EP by Bonobo
- Released: 27 June 2005
- Genre: Electronica
- Length: 32:38
- Label: Ninja Tune NJT12170 ZENCDS170

Bonobo chronology
| The Shark EP 12" (2001) | Live Sessions (2005) |  |

= Live Sessions (Bonobo EP) =

Live Sessions is an extended play by Bonobo. Four Bonobo classics ("Noctuary", "Dismantling Frank", "The Plug", and "Nothing Owed") have been taken out of the laptop/sampler and reconstructed with live bass, drums, saxophone, keys, cello, guitars and electronics. "Recurring" is a brand new studio track recorded on the fly in this session.
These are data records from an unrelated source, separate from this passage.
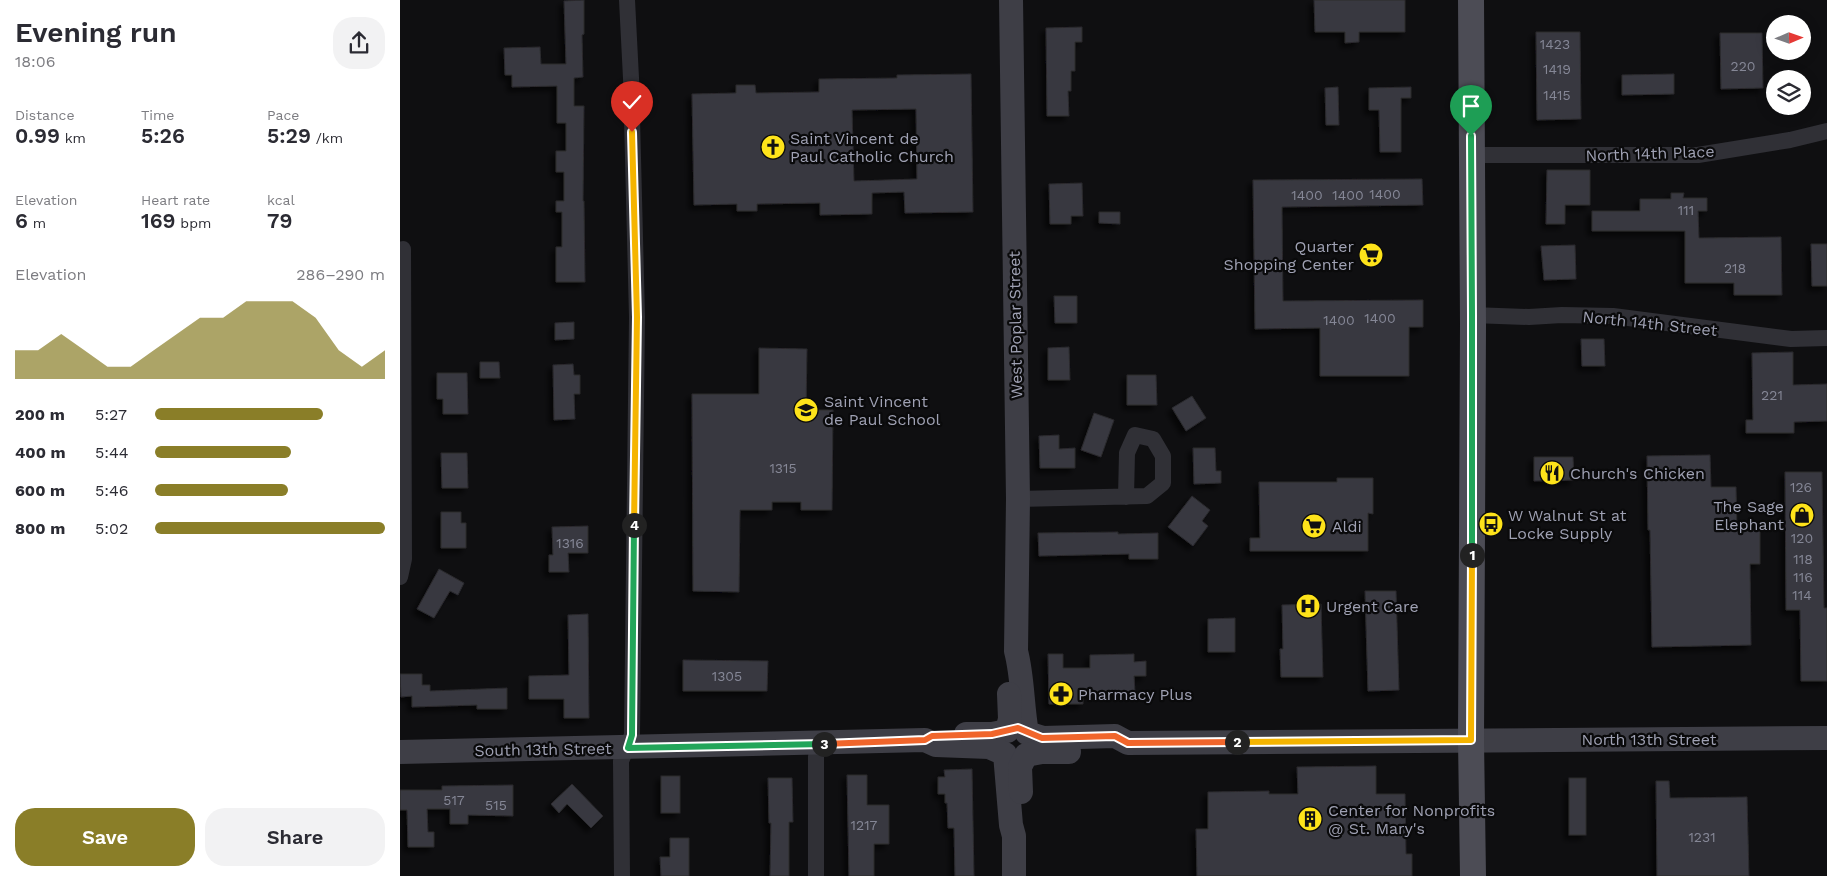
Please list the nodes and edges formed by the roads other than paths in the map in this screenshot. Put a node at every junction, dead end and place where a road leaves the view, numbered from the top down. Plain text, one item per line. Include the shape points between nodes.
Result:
1 (627, 0) edge
2 (1011, 0) edge
3 (1471, 0) edge
4 (1827, 131) edge
5 (1471, 155) junction
6 (400, 250) edge
7 (1472, 315) junction
8 (1827, 338) edge
9 (1126, 497) dead end
10 (1018, 499) junction
11 (400, 577) edge
12 (1827, 738) edge
13 (1471, 740) junction
14 (1016, 743) junction
15 (818, 744) junction
16 (628, 748) junction
17 (400, 752) edge
18 (622, 876) edge
19 (816, 876) edge
20 (1014, 876) edge
21 (1473, 876) edge

1 - 16 street via 637,317 632,735
2 - 10 street, West Poplar Street
3 - 5 main road
4 - 5 street, North 14th Place via 1698,155
5 - 7 main road
6 - 11 street via 403,250 404,559
7 - 8 street, North 14th Street via 1613,316 1791,339
7 - 13 main road
9 - 10 street
10 - 14 street, West Poplar Street via 1016,651 1024,716
12 - 13 street, North 13th Street
13 - 14 street, South 13th Street via 1128,743 1116,751 1042,752
13 - 21 main road
14 - 15 street, South 13th Street via 989,747 936,745 925,740
14 - 20 street, West Poplar Street via 1021,790 1018,828 1014,836
15 - 16 street, South 13th Street
15 - 19 street
16 - 17 street, South 13th Street
16 - 18 street via 621,761

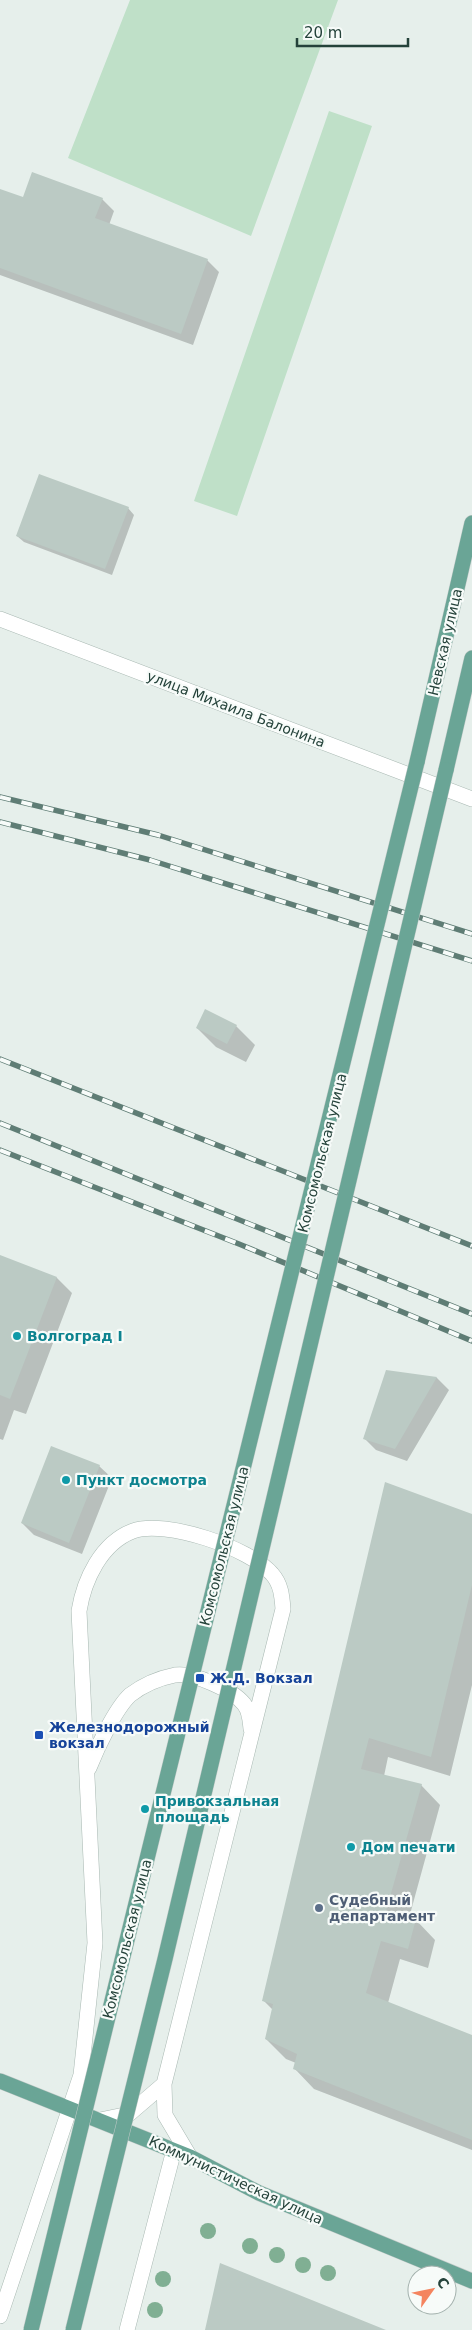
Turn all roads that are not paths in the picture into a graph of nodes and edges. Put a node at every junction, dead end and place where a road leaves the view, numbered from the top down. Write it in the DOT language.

The extended play is rounded out by Four Tet's remix of "Pick Up".

Professional ratings
Review scores
| Source | Rating |
| Allmusic |  |

==Track listing==

| No. | Title | Length |
|---|---|---|
| 1. | "Noctuary" | 4:34 |
| 2. | "Dismantling Frank" | 4:05 |
| 3. | "The Plug" | 6:09 |
| 4. | "Nothing Owed" | 6:24 |
| 5. | "Recurring" | 5:03 |
| 6. | "Pick Up (Four Tet Mix Edit)" | 6:23 |

==Personnel==
All songs written by Simon Green.

- Simon Green – bass
- Simon Janes – cello, guitar
- Jack Baker – drums
- James De Malplaquet – effects (electronics), percussion, vocals
- Simon Little – keyboards
- Ben Cooke – saxophone
- Ryan Morey – mastering
- Stephen Hodge – mixing, engineer
- Suzi Green – project manager

==Sources==
- Press Release from the official Bonobo website.